(Entries taken from a collection)
┌──

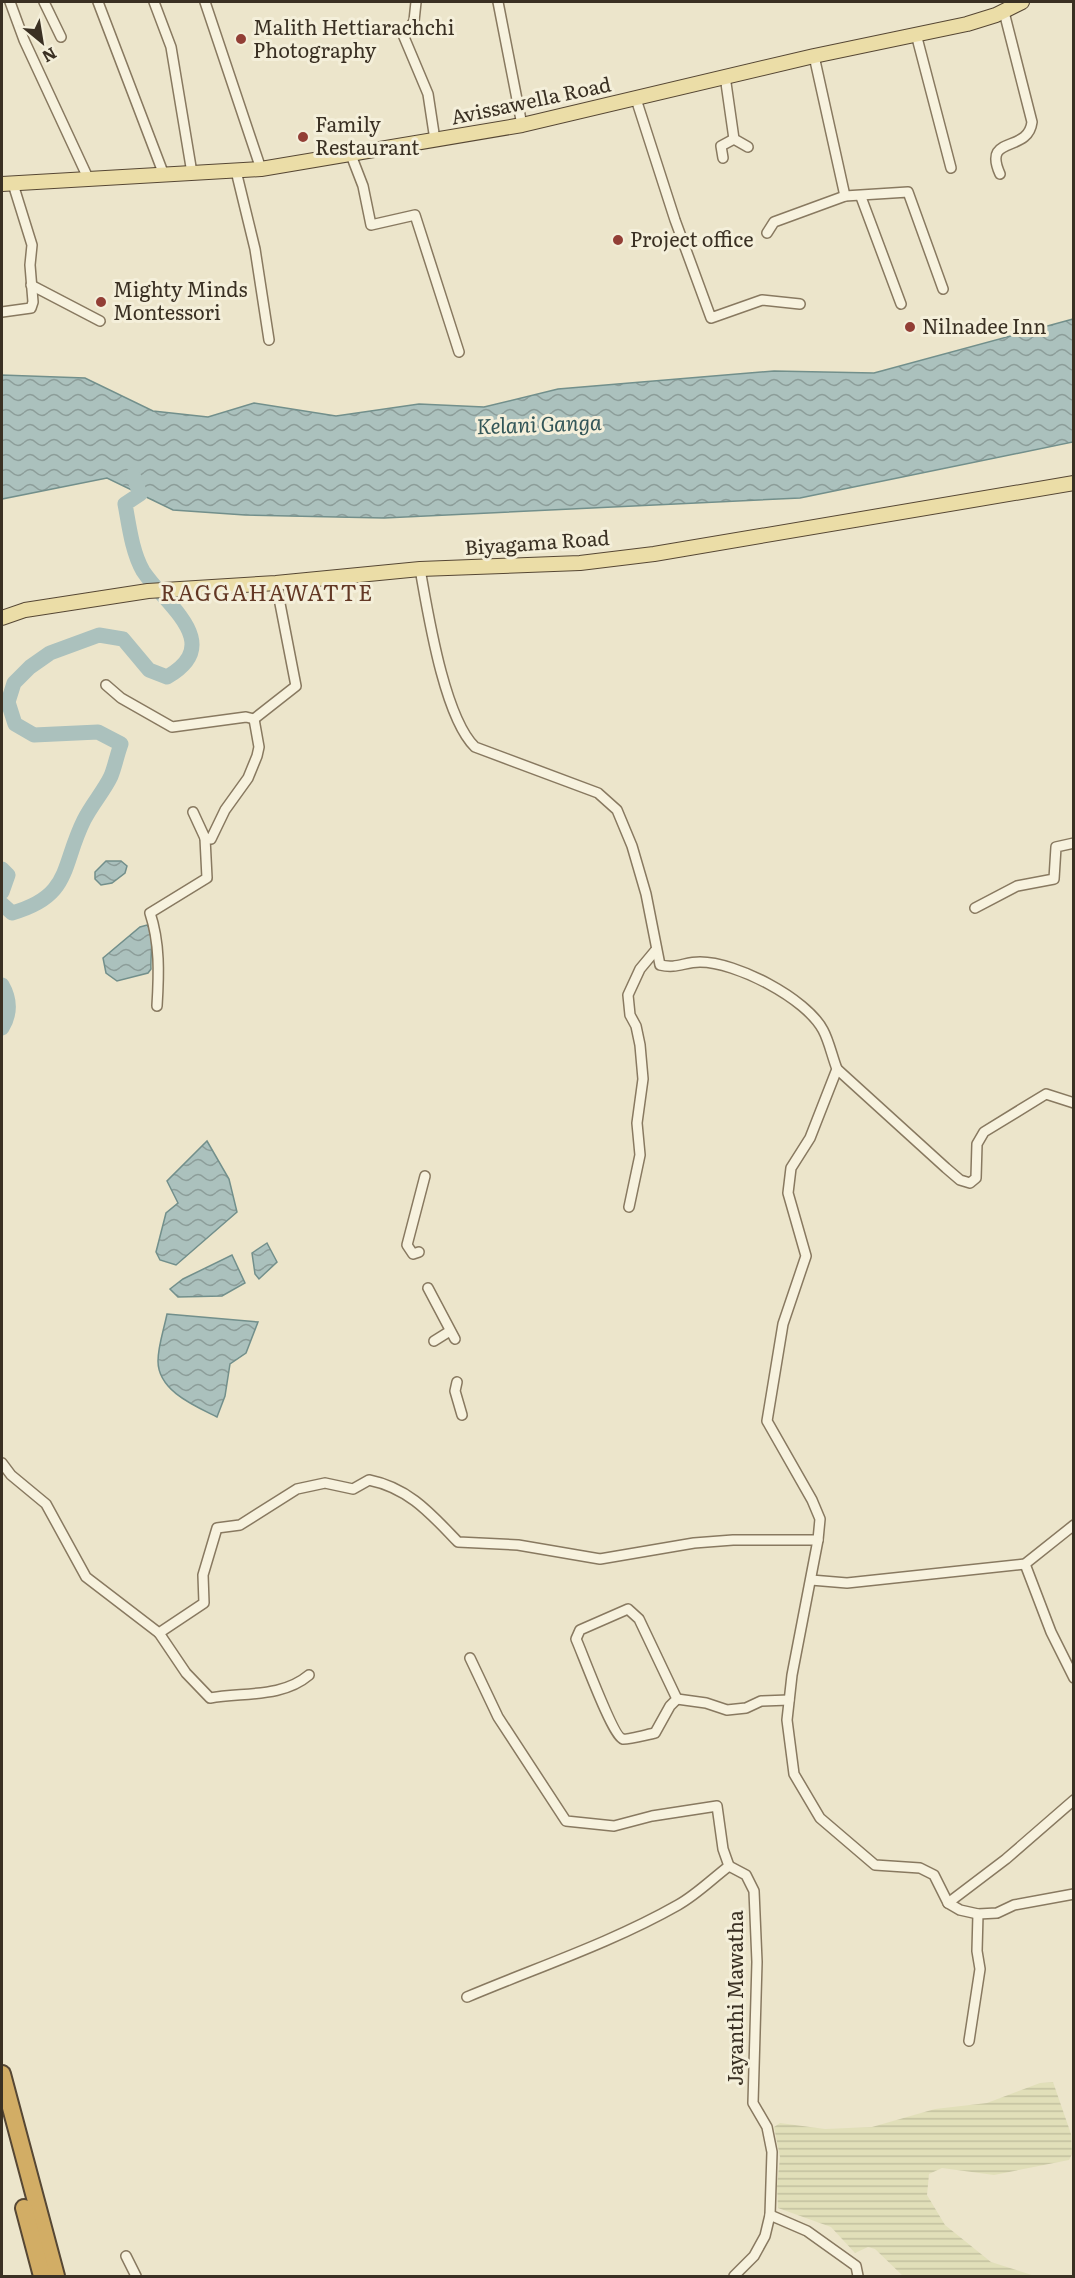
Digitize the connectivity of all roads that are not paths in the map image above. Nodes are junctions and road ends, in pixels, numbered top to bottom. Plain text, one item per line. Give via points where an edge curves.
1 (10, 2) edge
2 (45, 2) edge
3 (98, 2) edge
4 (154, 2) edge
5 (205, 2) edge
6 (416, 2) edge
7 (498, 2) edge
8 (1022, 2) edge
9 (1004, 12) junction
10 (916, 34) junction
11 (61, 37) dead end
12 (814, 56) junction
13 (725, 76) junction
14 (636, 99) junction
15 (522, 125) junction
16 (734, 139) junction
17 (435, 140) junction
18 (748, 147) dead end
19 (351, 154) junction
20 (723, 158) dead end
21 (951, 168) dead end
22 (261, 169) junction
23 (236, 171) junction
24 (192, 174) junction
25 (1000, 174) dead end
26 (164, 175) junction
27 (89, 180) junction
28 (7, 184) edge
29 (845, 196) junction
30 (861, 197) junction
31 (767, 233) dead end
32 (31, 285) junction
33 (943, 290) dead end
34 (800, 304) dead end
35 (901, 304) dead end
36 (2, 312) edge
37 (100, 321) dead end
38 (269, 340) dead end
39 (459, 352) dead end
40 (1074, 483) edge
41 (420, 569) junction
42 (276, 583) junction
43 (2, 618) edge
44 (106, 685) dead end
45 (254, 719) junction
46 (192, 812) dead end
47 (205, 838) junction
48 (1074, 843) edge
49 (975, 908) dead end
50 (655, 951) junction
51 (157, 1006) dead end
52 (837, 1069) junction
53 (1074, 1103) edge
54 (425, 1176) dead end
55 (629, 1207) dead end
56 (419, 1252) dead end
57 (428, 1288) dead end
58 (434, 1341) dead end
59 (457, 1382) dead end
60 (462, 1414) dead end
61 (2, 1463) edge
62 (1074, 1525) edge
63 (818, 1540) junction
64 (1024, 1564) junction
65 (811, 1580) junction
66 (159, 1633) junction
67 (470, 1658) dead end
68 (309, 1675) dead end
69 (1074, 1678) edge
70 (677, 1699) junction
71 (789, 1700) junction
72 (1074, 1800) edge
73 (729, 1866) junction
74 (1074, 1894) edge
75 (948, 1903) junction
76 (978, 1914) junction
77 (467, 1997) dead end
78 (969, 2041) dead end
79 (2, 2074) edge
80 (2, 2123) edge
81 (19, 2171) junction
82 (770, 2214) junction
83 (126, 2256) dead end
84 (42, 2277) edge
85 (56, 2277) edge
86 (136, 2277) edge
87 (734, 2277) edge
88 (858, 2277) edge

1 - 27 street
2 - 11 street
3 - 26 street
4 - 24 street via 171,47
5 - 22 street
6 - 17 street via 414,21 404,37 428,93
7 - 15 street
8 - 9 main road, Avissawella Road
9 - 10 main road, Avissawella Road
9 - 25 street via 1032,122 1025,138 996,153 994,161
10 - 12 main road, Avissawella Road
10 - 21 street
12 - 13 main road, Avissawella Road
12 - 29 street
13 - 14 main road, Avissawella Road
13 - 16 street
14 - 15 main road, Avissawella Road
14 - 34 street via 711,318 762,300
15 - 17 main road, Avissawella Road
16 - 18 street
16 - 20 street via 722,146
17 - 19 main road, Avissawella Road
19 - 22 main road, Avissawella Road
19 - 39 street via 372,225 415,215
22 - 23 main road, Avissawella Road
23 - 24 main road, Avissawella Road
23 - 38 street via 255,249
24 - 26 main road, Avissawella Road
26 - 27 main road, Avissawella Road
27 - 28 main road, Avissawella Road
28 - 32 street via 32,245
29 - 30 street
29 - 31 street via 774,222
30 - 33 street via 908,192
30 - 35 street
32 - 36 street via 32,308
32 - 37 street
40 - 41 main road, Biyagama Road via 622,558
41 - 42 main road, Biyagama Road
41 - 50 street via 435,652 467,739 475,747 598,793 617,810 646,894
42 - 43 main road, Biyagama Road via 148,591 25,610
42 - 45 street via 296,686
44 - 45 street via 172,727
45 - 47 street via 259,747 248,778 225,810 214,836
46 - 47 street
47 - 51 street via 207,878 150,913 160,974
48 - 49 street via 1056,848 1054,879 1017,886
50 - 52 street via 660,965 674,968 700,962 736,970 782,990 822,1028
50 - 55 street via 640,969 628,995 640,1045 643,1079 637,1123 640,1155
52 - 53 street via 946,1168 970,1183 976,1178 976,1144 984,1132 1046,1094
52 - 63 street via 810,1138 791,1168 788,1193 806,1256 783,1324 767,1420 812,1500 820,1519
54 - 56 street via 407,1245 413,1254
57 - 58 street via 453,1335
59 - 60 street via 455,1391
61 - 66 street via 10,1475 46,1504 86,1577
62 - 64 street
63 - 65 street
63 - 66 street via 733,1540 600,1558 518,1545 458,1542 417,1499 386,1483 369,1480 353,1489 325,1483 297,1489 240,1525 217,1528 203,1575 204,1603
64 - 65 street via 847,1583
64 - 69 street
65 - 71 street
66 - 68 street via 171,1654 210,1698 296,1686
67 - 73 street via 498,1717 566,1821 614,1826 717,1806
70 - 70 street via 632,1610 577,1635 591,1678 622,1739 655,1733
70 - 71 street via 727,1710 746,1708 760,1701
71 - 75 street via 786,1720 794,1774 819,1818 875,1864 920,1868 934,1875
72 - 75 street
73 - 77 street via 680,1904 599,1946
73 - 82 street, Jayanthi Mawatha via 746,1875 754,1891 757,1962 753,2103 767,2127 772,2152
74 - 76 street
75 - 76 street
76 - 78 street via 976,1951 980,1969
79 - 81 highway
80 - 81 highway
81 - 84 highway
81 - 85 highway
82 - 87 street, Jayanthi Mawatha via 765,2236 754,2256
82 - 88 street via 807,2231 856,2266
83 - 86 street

└──

▶ _TASK INSTRUCTIONS_
The records are to be returned word for word, without any of their pictures.

▶ _COMPLETED TASK_
Digitize the connectivity of all roads that are not paths in the map image above. Nodes are junctions and road ends, in pixels, numbered top to bottom. Plain text, one item per line. Give via points where an edge curves.
1 (10, 2) edge
2 (45, 2) edge
3 (98, 2) edge
4 (154, 2) edge
5 (205, 2) edge
6 (416, 2) edge
7 (498, 2) edge
8 (1022, 2) edge
9 (1004, 12) junction
10 (916, 34) junction
11 (61, 37) dead end
12 (814, 56) junction
13 (725, 76) junction
14 (636, 99) junction
15 (522, 125) junction
16 (734, 139) junction
17 (435, 140) junction
18 (748, 147) dead end
19 (351, 154) junction
20 (723, 158) dead end
21 (951, 168) dead end
22 (261, 169) junction
23 (236, 171) junction
24 (192, 174) junction
25 (1000, 174) dead end
26 (164, 175) junction
27 (89, 180) junction
28 (7, 184) edge
29 (845, 196) junction
30 (861, 197) junction
31 (767, 233) dead end
32 (31, 285) junction
33 (943, 290) dead end
34 (800, 304) dead end
35 (901, 304) dead end
36 (2, 312) edge
37 (100, 321) dead end
38 (269, 340) dead end
39 (459, 352) dead end
40 (1074, 483) edge
41 (420, 569) junction
42 (276, 583) junction
43 (2, 618) edge
44 (106, 685) dead end
45 (254, 719) junction
46 (192, 812) dead end
47 (205, 838) junction
48 (1074, 843) edge
49 (975, 908) dead end
50 (655, 951) junction
51 (157, 1006) dead end
52 (837, 1069) junction
53 (1074, 1103) edge
54 (425, 1176) dead end
55 (629, 1207) dead end
56 (419, 1252) dead end
57 (428, 1288) dead end
58 (434, 1341) dead end
59 (457, 1382) dead end
60 (462, 1414) dead end
61 (2, 1463) edge
62 (1074, 1525) edge
63 (818, 1540) junction
64 (1024, 1564) junction
65 (811, 1580) junction
66 (159, 1633) junction
67 (470, 1658) dead end
68 (309, 1675) dead end
69 (1074, 1678) edge
70 (677, 1699) junction
71 (789, 1700) junction
72 (1074, 1800) edge
73 (729, 1866) junction
74 (1074, 1894) edge
75 (948, 1903) junction
76 (978, 1914) junction
77 (467, 1997) dead end
78 (969, 2041) dead end
79 (2, 2074) edge
80 (2, 2123) edge
81 (19, 2171) junction
82 (770, 2214) junction
83 (126, 2256) dead end
84 (42, 2277) edge
85 (56, 2277) edge
86 (136, 2277) edge
87 (734, 2277) edge
88 (858, 2277) edge

1 - 27 street
2 - 11 street
3 - 26 street
4 - 24 street via 171,47
5 - 22 street
6 - 17 street via 414,21 404,37 428,93
7 - 15 street
8 - 9 main road, Avissawella Road
9 - 10 main road, Avissawella Road
9 - 25 street via 1032,122 1025,138 996,153 994,161
10 - 12 main road, Avissawella Road
10 - 21 street
12 - 13 main road, Avissawella Road
12 - 29 street
13 - 14 main road, Avissawella Road
13 - 16 street
14 - 15 main road, Avissawella Road
14 - 34 street via 711,318 762,300
15 - 17 main road, Avissawella Road
16 - 18 street
16 - 20 street via 722,146
17 - 19 main road, Avissawella Road
19 - 22 main road, Avissawella Road
19 - 39 street via 372,225 415,215
22 - 23 main road, Avissawella Road
23 - 24 main road, Avissawella Road
23 - 38 street via 255,249
24 - 26 main road, Avissawella Road
26 - 27 main road, Avissawella Road
27 - 28 main road, Avissawella Road
28 - 32 street via 32,245
29 - 30 street
29 - 31 street via 774,222
30 - 33 street via 908,192
30 - 35 street
32 - 36 street via 32,308
32 - 37 street
40 - 41 main road, Biyagama Road via 622,558
41 - 42 main road, Biyagama Road
41 - 50 street via 435,652 467,739 475,747 598,793 617,810 646,894
42 - 43 main road, Biyagama Road via 148,591 25,610
42 - 45 street via 296,686
44 - 45 street via 172,727
45 - 47 street via 259,747 248,778 225,810 214,836
46 - 47 street
47 - 51 street via 207,878 150,913 160,974
48 - 49 street via 1056,848 1054,879 1017,886
50 - 52 street via 660,965 674,968 700,962 736,970 782,990 822,1028
50 - 55 street via 640,969 628,995 640,1045 643,1079 637,1123 640,1155
52 - 53 street via 946,1168 970,1183 976,1178 976,1144 984,1132 1046,1094
52 - 63 street via 810,1138 791,1168 788,1193 806,1256 783,1324 767,1420 812,1500 820,1519
54 - 56 street via 407,1245 413,1254
57 - 58 street via 453,1335
59 - 60 street via 455,1391
61 - 66 street via 10,1475 46,1504 86,1577
62 - 64 street
63 - 65 street
63 - 66 street via 733,1540 600,1558 518,1545 458,1542 417,1499 386,1483 369,1480 353,1489 325,1483 297,1489 240,1525 217,1528 203,1575 204,1603
64 - 65 street via 847,1583
64 - 69 street
65 - 71 street
66 - 68 street via 171,1654 210,1698 296,1686
67 - 73 street via 498,1717 566,1821 614,1826 717,1806
70 - 70 street via 632,1610 577,1635 591,1678 622,1739 655,1733
70 - 71 street via 727,1710 746,1708 760,1701
71 - 75 street via 786,1720 794,1774 819,1818 875,1864 920,1868 934,1875
72 - 75 street
73 - 77 street via 680,1904 599,1946
73 - 82 street, Jayanthi Mawatha via 746,1875 754,1891 757,1962 753,2103 767,2127 772,2152
74 - 76 street
75 - 76 street
76 - 78 street via 976,1951 980,1969
79 - 81 highway
80 - 81 highway
81 - 84 highway
81 - 85 highway
82 - 87 street, Jayanthi Mawatha via 765,2236 754,2256
82 - 88 street via 807,2231 856,2266
83 - 86 street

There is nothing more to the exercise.